Она увидела его издалека. И тут уж без обмана. Не то чтобы какой-нибудь валуй - мелькнет в траве, на секунду обнадежит, а сама уже хоть и нагнешься, а знаешь - одна досада. А этот стоял возле елочки меж реденькой травки на высокой крепкой ноге. Плотная коричневая шапочка уже развернулась в полную силу, но еще не позеленела с изнанки, и ни одна улитка не попортила ее.

Такой он был красивый, такой ценный, что Маша не сразу его сорвала, а подошла потихоньку, глядя себе под ноги и по сторонам, а потом присела возле боровика, поставила корзинку и оглянулась вокруг на прекрасный зеленый мир.

Она не спешила резать боровик. Корзинка была уже почти полная, а пока дойдет до дома, еще пополнится. Самое время сейчас поесть. Любимая лесная еда у Маши в мешочке, привязанном к поясу. Два ломтя черного хлеба, присоленного и смоченного подсолнечным маслом, и огурчики со своего огорода.

Она поела не спеша, любуясь боровиком. Из него одного зимой сварится кастрюлька супа. Острым ножиком Маша срезала гриб и присыпала белый пенек землей. Потом обошла все елочки, на полянке нашла еще один боровик, не очень завидный, объеденный улиткой, а все ж таки белый.

Вот так она любила ходить по лесу, одна, не спеша, внимательно. Недавно увязалась за молодыми Волошиными, польстилась, что они на машине и будто бы грибные места знают. Уехали за сто километров и как помчались по лесу - бегом, бегом! Маша за ними еле поспевала. Отстать боится - лес незнакомый, да и надеется - вот-вот откроется грибное место. А ребята лес рысью пробежали, похватали, что по дороге попалось, - и дело с концом. Нет, уж теперь Маша в компанию ни с кем не набивается. Свой лес под боком, обижаться нельзя - и насушено, и насолено, и компотов из черники закатано, и варенья из земляники наварено. Уже не говоря о себе - и дочкам и внукам на всю зиму хватит.
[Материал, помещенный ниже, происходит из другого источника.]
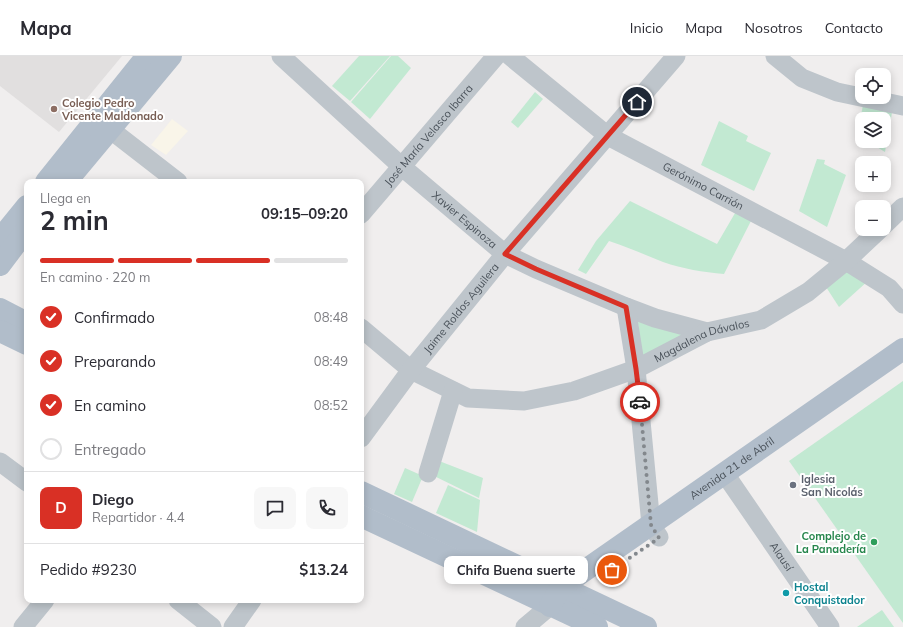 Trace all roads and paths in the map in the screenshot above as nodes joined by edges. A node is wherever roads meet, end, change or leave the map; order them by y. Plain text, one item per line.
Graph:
1 (147, 56) edge
2 (171, 56) edge
3 (282, 56) edge
4 (496, 56) edge
5 (510, 56) edge
6 (676, 56) edge
7 (775, 56) edge
8 (903, 106) edge
9 (103, 124) junction
10 (608, 136) junction
11 (400, 166) junction
12 (49, 179) edge
13 (68, 179) edge
14 (174, 179) edge
15 (903, 207) edge
16 (24, 210) edge
17 (364, 210) edge
18 (891, 218) edge
19 (24, 233) edge
20 (873, 236) edge
21 (0, 240) edge
22 (505, 254) junction
23 (846, 261) junction
24 (0, 265) edge
25 (903, 304) edge
26 (626, 307) junction
27 (0, 309) edge
28 (24, 321) edge
29 (0, 331) edge
30 (364, 331) edge
31 (707, 332) junction
32 (24, 343) edge
33 (903, 349) edge
34 (903, 366) edge
35 (636, 369) junction
36 (411, 370) junction
37 (453, 391) junction
38 (364, 434) edge
39 (0, 462) edge
40 (428, 473) dead end
41 (729, 479) junction
42 (24, 480) edge
43 (364, 493) edge
44 (364, 517) edge
45 (655, 531) junction
46 (568, 591) junction
47 (43, 603) edge
48 (182, 603) edge
49 (250, 603) edge
50 (550, 606) junction
51 (23, 627) edge
52 (212, 627) edge
53 (233, 627) edge
54 (525, 627) edge
55 (597, 627) edge
56 (646, 627) edge
57 (830, 627) edge

1 - 9 main road
2 - 9 main road
3 - 11 street, Xavier Espinoza
4 - 11 street, José María Velasco Ibarra
5 - 10 street, Gerónimo Carrión
6 - 10 street, Jaime Roldos Aguilera
7 - 8 street
9 - 12 main road
9 - 13 main road
9 - 14 street
10 - 22 street, Jaime Roldos Aguilera
10 - 23 street, Gerónimo Carrión
11 - 17 street, José María Velasco Ibarra
11 - 22 street, Xavier Espinoza
15 - 18 street
16 - 21 main road
19 - 24 main road
20 - 23 street, Magdalena Dávalos
22 - 26 street, Xavier Espinoza
22 - 36 street, Jaime Roldos Aguilera
23 - 25 street, Gerónimo Carrión
23 - 31 street, Magdalena Dávalos
26 - 31 street, Xavier Espinoza
26 - 35 street
27 - 28 main road
29 - 32 main road
30 - 36 street, Magdalena Dávalos
31 - 35 street, Magdalena Dávalos
33 - 41 main road, Avenida 21 de Abril
34 - 41 main road, Avenida 21 de Abril
35 - 37 street, Magdalena Dávalos
35 - 45 street
36 - 37 street, Magdalena Dávalos
36 - 38 street, Jaime Roldos Aguilera
37 - 40 street
39 - 42 street
41 - 45 main road, Avenida 21 de Abril
41 - 57 street, Alausí
43 - 46 main road
44 - 50 main road
45 - 46 main road, Avenida 21 de Abril
46 - 50 main road
46 - 56 main road
47 - 51 street
48 - 52 street
49 - 53 street
50 - 54 street
50 - 55 main road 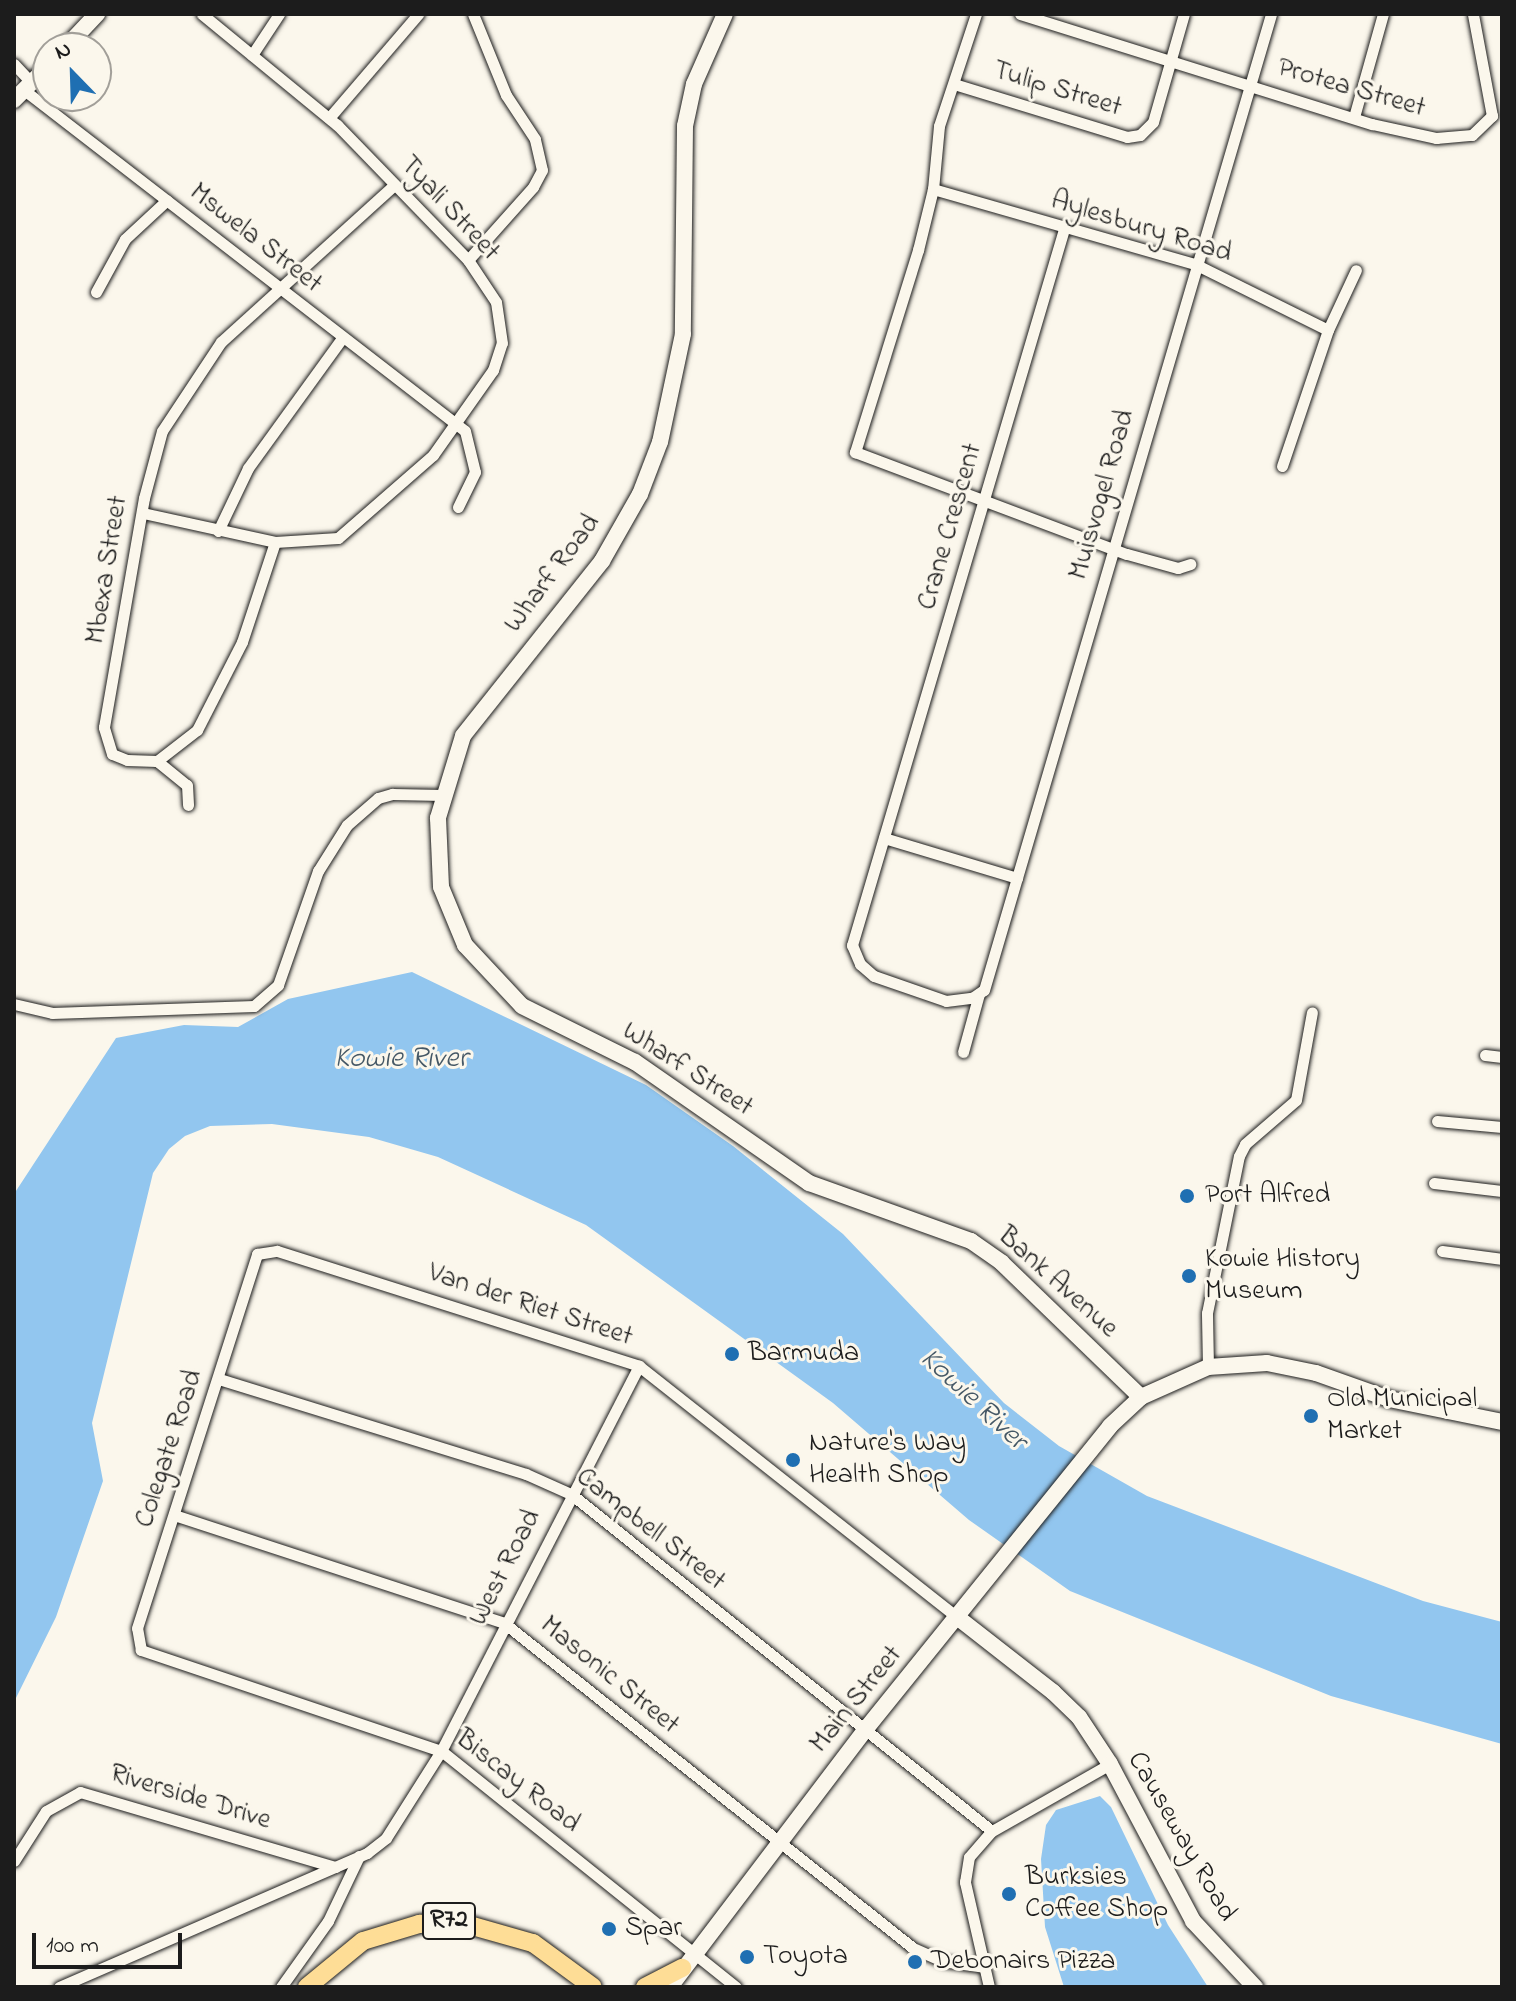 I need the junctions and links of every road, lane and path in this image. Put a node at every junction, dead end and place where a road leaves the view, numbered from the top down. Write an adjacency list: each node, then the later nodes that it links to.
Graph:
1 (97, 14): 13 (street)
2 (202, 14): 14 (street, Tyali Street)
3 (279, 14): 14 (street)
4 (418, 14): 21 (street)
5 (473, 14): 26 (street)
6 (725, 14): 43 (street, Wharf Road)
7 (976, 14): 17 (street)
8 (1020, 14): 15 (street, Protea Street)
9 (1184, 14): 15 (street)
10 (1271, 14): 18 (street, Muisvogel Road)
11 (1383, 14): 20 (street)
12 (1473, 14): 20 (street, Protea Street)
13 (80, 32)
14 (252, 55): 21 (street, Tyali Street)
15 (1170, 61): 17 (street, Tulip Street); 18 (street, Protea Street)
16 (14, 64): 19 (street, Mswela Street)
17 (954, 84): 23 (street)
18 (1251, 85): 20 (street, Protea Street); 27 (street, Muisvogel Road)
19 (24, 91): 24 (street, Mswela Street)
20 (1354, 117)
21 (329, 118): 22 (street, Tyali Street)
22 (394, 185): 26 (street, Tyali Street); 29 (street, Mbexa Street)
23 (933, 189): 25 (street, Aylesbury Road); 35 (street)
24 (167, 200): 29 (street, Mswela Street); 30 (street)
25 (1064, 229): 27 (street, Aylesbury Road); 35 (street, Crane Crescent)
26 (468, 260): 33 (street, Tyali Street)
27 (1195, 264): 31 (street, Aylesbury Road); 40 (street, Muisvogel Road)
28 (1356, 270): 31 (street)
29 (278, 287): 32 (street, Mswela Street); 37 (street, Mbexa Street)
30 (96, 292)
31 (1328, 330): 34 (street)
32 (342, 338): 33 (street, Mswela Street); 38 (street)
33 (457, 424): 36 (street); 39 (street, Tyali Street)
34 (1282, 466)
35 (983, 503): 40 (street); 45 (street, Crane Crescent)
36 (458, 507)
37 (143, 513): 38 (street, Tyali Street); 42 (street, Mbexa Street)
38 (218, 531): 39 (street, Tyali Street)
39 (275, 542): 42 (street)
40 (1114, 545): 41 (street); 46 (street, Muisvogel Road)
41 (1190, 564)
42 (157, 761): 44 (street)
43 (443, 795): 48 (street, Wharf Road); 49 (street)
44 (188, 805)
45 (884, 838): 46 (street); 47 (street, Crane Crescent)
46 (1017, 878): 47 (street, Muisvogel Road)
47 (982, 992): 51 (street, Muisvogel Road)
48 (508, 995): 56 (street, Wharf Street)
49 (14, 1004)
50 (1312, 1012): 63 (street)
51 (963, 1052)
52 (1485, 1055): 53 (street)
53 (1502, 1057)
54 (1437, 1121): 55 (street)
55 (1502, 1127)
56 (793, 1173): 65 (street, Bank Avenue)
57 (1434, 1183): 58 (street)
58 (1502, 1191)
59 (1442, 1251): 60 (street)
60 (1502, 1259)
61 (253, 1262): 62 (street, Van der Riet Street); 64 (street, Colegate Road)
62 (639, 1366): 67 (street, West Road); 69 (street, Van der Riet Street)
63 (1208, 1367): 65 (street); 66 (street)
64 (219, 1379): 67 (street, Campbell Street); 68 (street, Colegate Road)
65 (1141, 1397): 69 (street, Main Street)
66 (1502, 1422)
67 (571, 1494): 70 (street, West Road); 72 (street, Campbell Street)
68 (174, 1515): 70 (street, Masonic Street); 71 (street, Colegate Road)
69 (957, 1617): 72 (street, Main Street); 74 (street, Causeway Road)
70 (504, 1623): 73 (street, West Road); 76 (street, Masonic Street)
71 (141, 1650): 73 (street, Biscay Road)
72 (865, 1730): 75 (street, Campbell Street); 76 (street, Main Street)
73 (441, 1751): 77 (street, West Road); 81 (street, Biscay Road)
74 (1110, 1764): 75 (street); 93 (street, Causeway Road)
75 (992, 1831): 80 (street)
76 (778, 1843): 81 (street, Main Street); 82 (street, Masonic Street)
77 (359, 1856): 79 (street); 87 (street)
78 (14, 1861): 79 (street, Riverside Drive)
79 (335, 1867): 86 (street)
80 (979, 1946): 82 (street); 83 (street)
81 (694, 1951): 84 (street, Main Street); 91 (street, Biscay Road)
82 (965, 1965): 83 (street, Masonic Street)
83 (984, 1967): 92 (street)
84 (682, 1968): 89 (main road); 90 (street, Main Street)
85 (597, 1986): 88 (main road, R72)
86 (59, 1987)
87 (281, 1987)
88 (307, 1987)
89 (645, 1987)
90 (670, 1987)
91 (736, 1987)
92 (989, 1987)
93 (1255, 1987)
А какое счастье тихо, неспешно ходить по лесу! Когда землянику собираешь, едва ягоды дно бидончика покроют - так запахнет, не надышишься. Вокруг пеньков свисает земляника с веточек красными сережками. Иной раз подумаешь, ведь умрешь, никогда этого больше не увидишь, - и так страшно сделается, все внутри похолодеет. Но эти мысли Маша до себя не допускает. И дочки сердятся, когда она о смерти заговаривает.

- Ты, мама, у нас до ста лет жить должна, а тебе только чуть больше полста…

А так - все хорошо. Старшая, Танюша, в Москве живет, в банке работает, дочку растит. Муж ей достался никудышный, пьяница, так она с ним разошлась и еще лучше стала жить. Ни в чем от людей не отстает. У всех сапоги на платформе - и у нее на платформе. А кримпленовые платья уже носить не хочет - не модно.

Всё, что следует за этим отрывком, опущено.